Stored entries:

▼

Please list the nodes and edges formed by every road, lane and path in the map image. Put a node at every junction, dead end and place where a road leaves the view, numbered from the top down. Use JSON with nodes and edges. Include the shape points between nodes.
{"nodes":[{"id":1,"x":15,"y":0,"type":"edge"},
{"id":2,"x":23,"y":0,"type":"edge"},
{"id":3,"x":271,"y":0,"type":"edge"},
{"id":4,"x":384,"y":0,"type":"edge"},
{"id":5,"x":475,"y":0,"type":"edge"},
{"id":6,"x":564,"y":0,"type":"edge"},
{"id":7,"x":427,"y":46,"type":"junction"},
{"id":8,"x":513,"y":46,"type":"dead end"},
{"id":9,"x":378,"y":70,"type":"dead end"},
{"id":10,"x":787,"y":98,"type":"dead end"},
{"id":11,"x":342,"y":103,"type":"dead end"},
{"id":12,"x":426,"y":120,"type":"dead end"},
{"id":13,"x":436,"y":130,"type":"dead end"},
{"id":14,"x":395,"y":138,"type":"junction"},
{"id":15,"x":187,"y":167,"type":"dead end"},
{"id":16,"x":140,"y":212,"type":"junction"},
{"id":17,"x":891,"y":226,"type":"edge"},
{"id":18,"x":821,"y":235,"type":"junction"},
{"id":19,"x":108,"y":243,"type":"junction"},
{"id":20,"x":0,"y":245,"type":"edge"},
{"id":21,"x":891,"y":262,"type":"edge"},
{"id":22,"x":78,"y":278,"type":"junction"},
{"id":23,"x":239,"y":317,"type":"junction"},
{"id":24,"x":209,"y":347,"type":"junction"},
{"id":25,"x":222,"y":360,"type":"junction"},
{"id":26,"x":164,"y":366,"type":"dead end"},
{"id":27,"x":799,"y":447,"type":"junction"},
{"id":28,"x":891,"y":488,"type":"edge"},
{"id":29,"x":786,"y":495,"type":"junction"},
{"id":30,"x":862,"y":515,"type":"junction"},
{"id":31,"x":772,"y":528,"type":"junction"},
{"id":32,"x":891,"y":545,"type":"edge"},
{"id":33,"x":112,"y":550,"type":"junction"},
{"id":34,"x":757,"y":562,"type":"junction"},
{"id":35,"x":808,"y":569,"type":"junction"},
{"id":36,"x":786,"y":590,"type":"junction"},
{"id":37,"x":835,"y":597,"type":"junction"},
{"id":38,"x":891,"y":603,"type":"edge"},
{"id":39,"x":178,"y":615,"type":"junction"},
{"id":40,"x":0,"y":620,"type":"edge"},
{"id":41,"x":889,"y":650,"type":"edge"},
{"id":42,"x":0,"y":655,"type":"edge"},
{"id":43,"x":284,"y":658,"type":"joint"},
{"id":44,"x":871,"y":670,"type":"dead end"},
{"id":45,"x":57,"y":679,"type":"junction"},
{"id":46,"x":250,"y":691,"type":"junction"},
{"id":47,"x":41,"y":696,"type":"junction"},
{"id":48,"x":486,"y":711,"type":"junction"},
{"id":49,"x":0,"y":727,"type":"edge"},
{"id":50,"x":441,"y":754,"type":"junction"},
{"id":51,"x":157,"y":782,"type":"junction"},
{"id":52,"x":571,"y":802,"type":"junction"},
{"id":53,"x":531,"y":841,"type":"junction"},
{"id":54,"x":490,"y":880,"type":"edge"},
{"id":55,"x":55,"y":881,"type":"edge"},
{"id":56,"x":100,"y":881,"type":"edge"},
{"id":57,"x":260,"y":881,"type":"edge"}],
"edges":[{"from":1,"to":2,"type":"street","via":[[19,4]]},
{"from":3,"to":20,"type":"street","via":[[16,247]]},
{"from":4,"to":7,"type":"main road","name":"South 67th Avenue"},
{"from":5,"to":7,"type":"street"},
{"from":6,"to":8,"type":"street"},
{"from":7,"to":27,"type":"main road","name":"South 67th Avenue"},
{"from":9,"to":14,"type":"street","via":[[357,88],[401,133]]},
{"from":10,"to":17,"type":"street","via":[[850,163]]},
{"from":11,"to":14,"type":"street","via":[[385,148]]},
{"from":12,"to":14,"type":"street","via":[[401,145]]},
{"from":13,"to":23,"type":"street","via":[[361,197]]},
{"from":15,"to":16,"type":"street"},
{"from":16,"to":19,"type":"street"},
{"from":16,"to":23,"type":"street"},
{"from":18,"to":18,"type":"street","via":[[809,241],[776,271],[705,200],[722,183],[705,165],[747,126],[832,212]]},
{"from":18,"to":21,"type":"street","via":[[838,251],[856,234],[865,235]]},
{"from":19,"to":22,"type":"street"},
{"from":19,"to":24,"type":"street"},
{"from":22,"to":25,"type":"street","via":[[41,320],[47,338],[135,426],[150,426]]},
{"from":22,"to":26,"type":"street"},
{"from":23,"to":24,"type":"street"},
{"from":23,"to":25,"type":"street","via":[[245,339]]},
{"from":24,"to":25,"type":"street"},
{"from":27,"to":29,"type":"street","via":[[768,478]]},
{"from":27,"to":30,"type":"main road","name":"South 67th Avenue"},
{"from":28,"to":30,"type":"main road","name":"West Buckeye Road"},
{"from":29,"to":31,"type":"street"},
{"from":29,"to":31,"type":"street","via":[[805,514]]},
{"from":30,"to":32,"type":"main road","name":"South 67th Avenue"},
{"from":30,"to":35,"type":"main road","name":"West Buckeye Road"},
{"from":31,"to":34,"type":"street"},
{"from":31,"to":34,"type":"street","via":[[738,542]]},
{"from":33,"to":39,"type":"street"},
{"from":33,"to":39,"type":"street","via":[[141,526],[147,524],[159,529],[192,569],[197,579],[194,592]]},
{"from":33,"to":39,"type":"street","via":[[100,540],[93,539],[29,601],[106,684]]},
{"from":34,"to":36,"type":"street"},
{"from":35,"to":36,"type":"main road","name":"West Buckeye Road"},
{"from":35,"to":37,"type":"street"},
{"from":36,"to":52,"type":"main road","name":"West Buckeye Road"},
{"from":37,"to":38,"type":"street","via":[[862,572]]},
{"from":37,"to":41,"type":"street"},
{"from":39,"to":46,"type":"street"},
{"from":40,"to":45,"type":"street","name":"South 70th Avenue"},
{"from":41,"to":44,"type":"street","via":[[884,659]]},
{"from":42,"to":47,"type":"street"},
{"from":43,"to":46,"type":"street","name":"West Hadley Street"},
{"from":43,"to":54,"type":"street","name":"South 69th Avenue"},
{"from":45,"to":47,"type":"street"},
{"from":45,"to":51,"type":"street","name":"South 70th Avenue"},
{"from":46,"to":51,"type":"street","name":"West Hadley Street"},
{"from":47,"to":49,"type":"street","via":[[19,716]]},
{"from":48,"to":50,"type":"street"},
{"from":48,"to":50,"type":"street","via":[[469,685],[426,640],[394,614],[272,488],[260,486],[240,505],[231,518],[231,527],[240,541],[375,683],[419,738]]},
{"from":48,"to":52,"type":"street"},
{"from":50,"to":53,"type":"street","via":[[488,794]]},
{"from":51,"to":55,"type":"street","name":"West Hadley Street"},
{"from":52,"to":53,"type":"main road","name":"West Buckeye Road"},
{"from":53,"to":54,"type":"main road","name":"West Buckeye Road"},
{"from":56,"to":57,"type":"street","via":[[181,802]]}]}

▲

» Try it:
Within the entries above, count the lines that include "Hadley". The answer is that number alone.

» Solution for this problem:
3